Studying the adverse effects of polypharmacy on liver sinusoidal endothelial cells (LSEC) in mouse liver-derived in vitro models: advancing from 2D to 3D systems

Abstract

Polypharmacy, the concurrent use of multiple medications, is a rising phenomenon due to the aging population. In vivo studies in humans and mice show that polypharmacy reduces cognitive and physical function, which effects cannot be explained by single drugs alone. These studies suggest that the total drug load is key, but the precise source of dysfunction remains unclear. One proposed mechanism is impaired hepatic clearance, leading to drug accumulation. Liver sinusoidal endothelial cells (LSEC), which filter blood and deliver substances to hepatocytes for metabolism, are emerging as potential contributors. LSECs possess fenestrations, which are small pores facilitating transfer, and scavenger receptors that clear specific compounds by endocytosis. Disruption in either of these features impairs filtration and reduces delivery to hepatocytes, promoting systemic accumulation.
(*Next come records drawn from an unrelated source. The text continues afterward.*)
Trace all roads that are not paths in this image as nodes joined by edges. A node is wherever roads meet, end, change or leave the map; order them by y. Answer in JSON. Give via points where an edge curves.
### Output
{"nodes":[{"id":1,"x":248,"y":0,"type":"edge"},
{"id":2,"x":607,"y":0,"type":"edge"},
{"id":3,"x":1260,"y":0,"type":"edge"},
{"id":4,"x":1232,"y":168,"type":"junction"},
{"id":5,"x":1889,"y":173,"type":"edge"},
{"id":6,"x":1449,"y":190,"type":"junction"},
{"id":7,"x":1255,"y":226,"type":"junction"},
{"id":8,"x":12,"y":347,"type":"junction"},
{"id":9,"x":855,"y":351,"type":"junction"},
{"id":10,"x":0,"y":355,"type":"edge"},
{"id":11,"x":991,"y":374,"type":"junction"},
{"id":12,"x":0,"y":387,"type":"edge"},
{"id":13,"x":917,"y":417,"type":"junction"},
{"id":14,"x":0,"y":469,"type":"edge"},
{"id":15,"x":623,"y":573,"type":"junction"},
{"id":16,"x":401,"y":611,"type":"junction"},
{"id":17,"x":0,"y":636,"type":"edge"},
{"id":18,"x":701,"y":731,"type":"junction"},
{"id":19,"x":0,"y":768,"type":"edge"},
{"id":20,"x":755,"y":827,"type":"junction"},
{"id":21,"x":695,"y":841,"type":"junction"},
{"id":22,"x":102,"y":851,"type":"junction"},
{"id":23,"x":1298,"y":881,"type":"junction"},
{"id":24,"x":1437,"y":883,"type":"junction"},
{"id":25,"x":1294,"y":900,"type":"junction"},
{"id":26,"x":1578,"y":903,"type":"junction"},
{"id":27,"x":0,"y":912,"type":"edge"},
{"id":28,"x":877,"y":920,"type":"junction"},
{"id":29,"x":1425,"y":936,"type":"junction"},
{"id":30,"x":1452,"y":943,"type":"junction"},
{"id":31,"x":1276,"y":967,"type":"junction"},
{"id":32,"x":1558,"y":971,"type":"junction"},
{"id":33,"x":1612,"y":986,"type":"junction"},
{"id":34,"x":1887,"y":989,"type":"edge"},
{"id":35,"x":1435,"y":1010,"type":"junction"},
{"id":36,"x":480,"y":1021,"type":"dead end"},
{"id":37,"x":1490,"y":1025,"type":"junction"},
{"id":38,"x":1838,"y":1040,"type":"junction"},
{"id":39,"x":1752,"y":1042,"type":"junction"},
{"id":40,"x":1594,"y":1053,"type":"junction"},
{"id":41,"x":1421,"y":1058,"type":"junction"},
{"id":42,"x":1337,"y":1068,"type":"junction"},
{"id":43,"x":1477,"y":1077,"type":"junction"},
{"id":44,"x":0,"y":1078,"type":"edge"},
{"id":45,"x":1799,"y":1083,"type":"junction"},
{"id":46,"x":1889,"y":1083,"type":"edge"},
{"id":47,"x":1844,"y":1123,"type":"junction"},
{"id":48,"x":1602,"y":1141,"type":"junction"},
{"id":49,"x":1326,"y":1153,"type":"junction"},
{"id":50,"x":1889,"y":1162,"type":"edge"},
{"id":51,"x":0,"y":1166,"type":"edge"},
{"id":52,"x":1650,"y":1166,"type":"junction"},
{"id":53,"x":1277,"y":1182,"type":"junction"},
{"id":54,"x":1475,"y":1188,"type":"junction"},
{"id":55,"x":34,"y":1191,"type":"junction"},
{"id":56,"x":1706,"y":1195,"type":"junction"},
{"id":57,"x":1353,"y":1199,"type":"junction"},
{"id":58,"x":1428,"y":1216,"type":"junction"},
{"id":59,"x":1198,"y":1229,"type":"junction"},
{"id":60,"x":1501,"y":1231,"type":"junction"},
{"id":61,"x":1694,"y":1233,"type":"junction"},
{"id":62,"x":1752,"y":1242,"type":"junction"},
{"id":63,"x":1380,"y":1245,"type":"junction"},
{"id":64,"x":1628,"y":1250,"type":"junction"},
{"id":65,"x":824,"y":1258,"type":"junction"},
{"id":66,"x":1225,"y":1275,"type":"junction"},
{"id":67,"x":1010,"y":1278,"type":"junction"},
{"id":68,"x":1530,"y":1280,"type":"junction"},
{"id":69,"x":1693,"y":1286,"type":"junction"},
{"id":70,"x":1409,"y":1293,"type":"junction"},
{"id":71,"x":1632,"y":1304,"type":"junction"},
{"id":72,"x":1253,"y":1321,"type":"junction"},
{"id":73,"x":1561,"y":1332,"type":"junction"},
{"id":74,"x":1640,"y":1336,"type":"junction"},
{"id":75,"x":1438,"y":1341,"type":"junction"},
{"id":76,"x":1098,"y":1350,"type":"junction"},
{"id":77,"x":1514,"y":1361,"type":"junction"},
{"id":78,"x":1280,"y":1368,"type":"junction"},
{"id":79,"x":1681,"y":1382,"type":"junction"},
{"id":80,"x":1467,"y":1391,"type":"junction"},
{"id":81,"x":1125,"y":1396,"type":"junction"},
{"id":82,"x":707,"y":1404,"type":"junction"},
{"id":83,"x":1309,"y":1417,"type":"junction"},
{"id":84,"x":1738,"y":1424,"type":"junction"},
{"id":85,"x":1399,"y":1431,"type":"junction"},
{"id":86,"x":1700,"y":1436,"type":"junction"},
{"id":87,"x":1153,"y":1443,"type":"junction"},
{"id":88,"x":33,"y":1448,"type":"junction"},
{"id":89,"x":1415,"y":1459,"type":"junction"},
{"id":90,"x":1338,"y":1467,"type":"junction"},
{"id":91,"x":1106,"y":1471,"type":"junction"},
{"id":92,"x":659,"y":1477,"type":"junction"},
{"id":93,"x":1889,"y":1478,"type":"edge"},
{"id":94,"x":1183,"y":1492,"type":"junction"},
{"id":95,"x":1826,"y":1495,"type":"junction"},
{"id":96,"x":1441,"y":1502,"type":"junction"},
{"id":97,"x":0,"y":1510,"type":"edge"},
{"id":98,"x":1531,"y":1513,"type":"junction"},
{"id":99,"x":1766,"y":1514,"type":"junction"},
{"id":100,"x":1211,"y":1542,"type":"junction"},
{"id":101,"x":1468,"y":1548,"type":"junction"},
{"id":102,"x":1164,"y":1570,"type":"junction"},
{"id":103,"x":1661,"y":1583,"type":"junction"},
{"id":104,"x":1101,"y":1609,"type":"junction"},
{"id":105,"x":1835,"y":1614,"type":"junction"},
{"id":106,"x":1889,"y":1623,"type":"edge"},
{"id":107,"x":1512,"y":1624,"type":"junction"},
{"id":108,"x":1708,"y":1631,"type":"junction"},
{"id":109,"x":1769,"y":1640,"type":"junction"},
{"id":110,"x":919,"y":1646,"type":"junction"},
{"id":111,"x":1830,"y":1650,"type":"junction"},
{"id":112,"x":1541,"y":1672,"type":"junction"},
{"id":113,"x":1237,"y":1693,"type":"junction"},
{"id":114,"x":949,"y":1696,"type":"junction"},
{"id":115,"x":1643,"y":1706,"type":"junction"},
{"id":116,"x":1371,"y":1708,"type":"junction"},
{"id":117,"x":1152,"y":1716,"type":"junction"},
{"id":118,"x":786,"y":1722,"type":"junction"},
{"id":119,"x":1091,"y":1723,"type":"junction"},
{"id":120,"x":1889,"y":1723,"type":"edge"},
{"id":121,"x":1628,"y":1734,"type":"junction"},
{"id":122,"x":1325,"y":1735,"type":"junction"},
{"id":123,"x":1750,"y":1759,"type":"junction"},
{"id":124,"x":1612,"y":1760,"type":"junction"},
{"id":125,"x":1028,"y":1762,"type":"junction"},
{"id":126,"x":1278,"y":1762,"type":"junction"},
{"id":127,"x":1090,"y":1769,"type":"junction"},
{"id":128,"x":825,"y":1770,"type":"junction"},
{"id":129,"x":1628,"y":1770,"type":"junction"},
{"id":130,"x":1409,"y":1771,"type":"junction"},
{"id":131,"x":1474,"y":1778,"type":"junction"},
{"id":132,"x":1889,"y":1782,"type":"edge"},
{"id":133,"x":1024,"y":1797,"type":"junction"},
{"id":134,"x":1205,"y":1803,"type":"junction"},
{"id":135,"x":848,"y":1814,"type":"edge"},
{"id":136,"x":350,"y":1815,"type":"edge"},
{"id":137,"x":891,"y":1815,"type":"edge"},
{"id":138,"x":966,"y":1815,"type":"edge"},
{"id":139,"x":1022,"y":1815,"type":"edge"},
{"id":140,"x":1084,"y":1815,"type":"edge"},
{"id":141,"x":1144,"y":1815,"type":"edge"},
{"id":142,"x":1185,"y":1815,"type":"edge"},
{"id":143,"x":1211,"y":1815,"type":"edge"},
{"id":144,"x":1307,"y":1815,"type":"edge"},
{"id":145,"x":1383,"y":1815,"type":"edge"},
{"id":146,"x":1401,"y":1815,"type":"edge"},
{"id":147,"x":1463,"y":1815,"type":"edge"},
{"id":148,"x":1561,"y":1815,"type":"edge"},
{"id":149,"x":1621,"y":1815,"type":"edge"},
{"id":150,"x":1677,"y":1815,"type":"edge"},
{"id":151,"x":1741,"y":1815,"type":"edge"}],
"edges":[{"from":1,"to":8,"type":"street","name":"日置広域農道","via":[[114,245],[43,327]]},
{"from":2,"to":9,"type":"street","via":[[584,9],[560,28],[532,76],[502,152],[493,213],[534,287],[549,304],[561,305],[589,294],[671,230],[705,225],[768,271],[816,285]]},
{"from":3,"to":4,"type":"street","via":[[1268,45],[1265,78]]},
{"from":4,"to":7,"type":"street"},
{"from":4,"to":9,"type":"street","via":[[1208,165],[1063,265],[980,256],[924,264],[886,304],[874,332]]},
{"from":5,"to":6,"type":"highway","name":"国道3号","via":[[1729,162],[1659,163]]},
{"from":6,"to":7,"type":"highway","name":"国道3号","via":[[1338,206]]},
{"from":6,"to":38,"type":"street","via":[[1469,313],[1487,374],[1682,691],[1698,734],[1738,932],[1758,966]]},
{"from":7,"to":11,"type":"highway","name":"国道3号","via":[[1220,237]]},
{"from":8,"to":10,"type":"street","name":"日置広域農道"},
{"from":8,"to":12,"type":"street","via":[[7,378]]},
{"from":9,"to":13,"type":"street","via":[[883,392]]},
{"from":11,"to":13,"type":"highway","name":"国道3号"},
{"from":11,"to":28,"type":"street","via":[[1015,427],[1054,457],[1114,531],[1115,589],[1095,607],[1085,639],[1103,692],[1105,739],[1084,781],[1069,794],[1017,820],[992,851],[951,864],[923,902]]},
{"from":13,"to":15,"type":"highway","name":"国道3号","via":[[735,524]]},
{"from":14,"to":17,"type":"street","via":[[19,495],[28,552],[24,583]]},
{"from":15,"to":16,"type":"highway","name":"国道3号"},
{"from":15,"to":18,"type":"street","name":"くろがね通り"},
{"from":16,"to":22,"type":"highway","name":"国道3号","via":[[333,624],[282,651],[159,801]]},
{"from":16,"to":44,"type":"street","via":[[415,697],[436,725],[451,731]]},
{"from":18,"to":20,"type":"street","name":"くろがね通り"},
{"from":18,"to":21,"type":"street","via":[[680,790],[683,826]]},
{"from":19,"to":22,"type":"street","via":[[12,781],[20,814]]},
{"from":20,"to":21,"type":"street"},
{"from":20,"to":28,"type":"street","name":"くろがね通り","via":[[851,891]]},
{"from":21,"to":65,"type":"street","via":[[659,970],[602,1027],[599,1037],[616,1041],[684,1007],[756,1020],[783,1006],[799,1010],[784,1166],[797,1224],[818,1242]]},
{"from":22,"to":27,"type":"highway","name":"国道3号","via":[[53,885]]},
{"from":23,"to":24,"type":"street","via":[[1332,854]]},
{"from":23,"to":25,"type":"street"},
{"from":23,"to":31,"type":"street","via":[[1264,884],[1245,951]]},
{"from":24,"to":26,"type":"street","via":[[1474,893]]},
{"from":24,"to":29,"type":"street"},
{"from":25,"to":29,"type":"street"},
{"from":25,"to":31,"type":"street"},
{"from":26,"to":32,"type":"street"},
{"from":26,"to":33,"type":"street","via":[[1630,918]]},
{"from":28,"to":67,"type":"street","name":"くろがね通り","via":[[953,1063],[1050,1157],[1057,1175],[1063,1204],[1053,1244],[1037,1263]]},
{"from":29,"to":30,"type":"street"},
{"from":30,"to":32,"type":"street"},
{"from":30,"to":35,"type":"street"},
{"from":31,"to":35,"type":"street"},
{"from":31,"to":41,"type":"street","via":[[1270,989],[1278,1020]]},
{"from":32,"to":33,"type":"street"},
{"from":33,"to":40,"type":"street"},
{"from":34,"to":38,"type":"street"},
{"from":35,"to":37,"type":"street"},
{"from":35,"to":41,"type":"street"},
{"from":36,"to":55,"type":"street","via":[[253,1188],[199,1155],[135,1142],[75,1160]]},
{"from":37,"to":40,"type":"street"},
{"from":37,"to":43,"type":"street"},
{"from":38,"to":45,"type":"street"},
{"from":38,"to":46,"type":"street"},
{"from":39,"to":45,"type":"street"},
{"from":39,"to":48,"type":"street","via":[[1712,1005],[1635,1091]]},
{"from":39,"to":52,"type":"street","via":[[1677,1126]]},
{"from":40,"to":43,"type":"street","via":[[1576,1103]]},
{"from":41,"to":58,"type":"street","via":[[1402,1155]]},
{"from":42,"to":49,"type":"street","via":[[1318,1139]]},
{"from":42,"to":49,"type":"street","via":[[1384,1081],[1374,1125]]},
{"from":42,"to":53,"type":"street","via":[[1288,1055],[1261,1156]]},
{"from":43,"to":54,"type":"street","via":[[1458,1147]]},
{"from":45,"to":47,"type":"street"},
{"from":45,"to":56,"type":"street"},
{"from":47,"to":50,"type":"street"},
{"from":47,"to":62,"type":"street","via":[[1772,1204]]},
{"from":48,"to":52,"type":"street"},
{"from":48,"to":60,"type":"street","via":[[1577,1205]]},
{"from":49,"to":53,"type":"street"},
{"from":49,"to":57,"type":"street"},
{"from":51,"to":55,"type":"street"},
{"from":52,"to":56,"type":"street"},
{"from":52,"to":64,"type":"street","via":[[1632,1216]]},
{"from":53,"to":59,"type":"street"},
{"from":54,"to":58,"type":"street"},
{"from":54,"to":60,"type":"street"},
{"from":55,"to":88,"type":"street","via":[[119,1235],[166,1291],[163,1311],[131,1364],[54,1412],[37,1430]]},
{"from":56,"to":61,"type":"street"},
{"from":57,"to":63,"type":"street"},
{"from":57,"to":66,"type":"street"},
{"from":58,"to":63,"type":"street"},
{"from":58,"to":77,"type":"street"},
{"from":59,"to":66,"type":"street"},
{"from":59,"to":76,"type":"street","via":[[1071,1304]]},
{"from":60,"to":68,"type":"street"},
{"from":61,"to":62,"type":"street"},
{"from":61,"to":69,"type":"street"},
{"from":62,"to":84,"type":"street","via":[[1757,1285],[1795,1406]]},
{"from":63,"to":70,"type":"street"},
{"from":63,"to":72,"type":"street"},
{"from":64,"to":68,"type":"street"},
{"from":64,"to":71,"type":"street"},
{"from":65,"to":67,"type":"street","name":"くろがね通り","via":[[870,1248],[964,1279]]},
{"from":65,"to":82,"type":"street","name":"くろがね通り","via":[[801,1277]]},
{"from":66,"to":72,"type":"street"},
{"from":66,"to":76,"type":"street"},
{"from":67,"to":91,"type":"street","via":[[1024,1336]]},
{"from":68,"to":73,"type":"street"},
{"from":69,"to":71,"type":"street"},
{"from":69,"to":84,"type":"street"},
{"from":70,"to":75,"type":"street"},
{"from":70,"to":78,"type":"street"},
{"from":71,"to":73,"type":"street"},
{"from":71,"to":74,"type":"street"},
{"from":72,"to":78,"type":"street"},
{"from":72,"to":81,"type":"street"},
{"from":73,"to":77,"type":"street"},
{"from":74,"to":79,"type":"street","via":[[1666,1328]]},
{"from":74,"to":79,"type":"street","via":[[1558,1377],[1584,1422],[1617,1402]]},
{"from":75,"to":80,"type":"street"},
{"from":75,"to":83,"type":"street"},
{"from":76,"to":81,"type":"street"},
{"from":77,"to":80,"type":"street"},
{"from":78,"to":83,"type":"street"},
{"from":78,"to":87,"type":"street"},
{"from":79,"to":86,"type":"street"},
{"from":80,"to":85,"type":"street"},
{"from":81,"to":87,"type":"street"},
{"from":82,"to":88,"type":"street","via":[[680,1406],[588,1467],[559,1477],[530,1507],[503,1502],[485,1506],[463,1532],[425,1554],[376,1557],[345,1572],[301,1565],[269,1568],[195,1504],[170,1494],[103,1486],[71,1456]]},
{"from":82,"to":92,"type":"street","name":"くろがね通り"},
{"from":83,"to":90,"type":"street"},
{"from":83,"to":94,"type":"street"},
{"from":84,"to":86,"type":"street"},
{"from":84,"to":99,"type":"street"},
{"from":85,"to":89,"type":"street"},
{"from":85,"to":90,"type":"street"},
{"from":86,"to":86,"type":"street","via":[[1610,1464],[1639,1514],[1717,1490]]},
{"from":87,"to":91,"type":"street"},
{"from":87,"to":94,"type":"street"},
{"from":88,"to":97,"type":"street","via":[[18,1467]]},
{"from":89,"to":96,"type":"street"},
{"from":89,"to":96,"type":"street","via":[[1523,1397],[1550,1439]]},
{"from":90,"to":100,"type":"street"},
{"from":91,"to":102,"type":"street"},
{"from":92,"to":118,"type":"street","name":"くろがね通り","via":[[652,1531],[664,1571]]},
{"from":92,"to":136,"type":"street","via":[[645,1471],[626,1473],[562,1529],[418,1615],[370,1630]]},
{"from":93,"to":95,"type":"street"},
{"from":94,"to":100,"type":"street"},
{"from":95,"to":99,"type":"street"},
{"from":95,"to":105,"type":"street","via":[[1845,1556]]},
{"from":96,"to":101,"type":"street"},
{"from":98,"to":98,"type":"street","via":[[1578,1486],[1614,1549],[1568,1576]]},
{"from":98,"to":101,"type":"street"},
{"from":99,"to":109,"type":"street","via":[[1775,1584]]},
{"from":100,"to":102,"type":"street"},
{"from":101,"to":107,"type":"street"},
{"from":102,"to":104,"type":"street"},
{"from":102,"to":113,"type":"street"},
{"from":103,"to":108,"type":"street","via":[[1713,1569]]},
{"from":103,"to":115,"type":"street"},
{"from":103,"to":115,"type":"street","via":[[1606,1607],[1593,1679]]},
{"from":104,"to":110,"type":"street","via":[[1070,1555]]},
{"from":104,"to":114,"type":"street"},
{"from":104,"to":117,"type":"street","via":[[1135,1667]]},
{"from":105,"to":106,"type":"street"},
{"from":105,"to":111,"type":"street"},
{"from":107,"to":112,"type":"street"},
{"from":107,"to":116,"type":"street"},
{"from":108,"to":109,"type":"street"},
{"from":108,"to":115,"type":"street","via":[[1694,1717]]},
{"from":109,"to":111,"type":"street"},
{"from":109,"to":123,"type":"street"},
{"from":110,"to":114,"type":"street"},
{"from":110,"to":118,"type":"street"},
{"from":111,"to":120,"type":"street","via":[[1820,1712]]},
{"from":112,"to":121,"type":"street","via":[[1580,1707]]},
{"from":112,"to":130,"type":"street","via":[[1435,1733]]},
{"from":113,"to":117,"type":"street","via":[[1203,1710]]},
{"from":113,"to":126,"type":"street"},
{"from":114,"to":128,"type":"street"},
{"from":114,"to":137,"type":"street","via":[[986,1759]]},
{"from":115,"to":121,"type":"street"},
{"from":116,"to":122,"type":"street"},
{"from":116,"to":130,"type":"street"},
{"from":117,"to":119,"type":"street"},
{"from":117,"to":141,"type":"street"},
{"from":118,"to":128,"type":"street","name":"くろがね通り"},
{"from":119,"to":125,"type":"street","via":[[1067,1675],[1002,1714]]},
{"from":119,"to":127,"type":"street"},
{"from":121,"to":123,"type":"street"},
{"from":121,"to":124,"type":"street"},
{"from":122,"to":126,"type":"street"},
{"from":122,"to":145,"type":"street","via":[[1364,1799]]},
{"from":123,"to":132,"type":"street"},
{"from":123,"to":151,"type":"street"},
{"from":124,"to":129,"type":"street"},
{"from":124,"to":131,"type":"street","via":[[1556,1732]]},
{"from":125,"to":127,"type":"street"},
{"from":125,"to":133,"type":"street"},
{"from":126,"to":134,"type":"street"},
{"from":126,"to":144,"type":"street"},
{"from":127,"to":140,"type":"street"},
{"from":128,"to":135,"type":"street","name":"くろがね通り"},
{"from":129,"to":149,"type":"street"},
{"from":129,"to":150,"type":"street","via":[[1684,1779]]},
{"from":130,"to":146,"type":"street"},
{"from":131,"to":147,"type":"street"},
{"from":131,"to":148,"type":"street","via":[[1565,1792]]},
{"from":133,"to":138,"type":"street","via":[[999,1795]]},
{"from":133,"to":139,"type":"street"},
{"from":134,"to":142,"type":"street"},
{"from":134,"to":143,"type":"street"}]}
This study seeks to evaluate whether polypharmacy treatment leads to drug induced disruption of LSEC that impairs the solute exchange between the blood and hepatocytes. Primary mouse LSEC were cultured in 2D monocultures, and in 3D spheroids to better mimic in vivo conditions. Cells were treated with citalopram, oxybutynin, metoprolol, and oxycodone at serum and first-pass concentrations, both as monotherapies and as a high DBI polypharmacy cocktail. Cell viability, scavenger receptor-mediated endocytosis, and morphology, including fenestrations, were assessed.

The treatments did not affect LSEC viability, indicating that polypharmacy-related effects are not due to cell loss. Instead, both monotherapies and polypharmacy induced similar functional and structural changes, including altered endocytosis activity, cytoskeletal remodelling, and reduced fenestration frequency and porosity. These findings suggest that drug-induced defenestration and cytoskeletal changes may impair hepatic filtration and drug clearance.

The 3D spheroid model shows potential as an in vitro liver research tool. However, the technically demanding spheroid model requires extensive optimisation and hands-on training before it can be implemented as a standard method in this field. Using spheroids consisting of only hepatocytes and of hepatocytes combined with LSEC allowed for indication of the drug effect on the two different cell types. Ultimately, the aim is to extend all 2D experiments to 3D models to better reflect physiological conditions.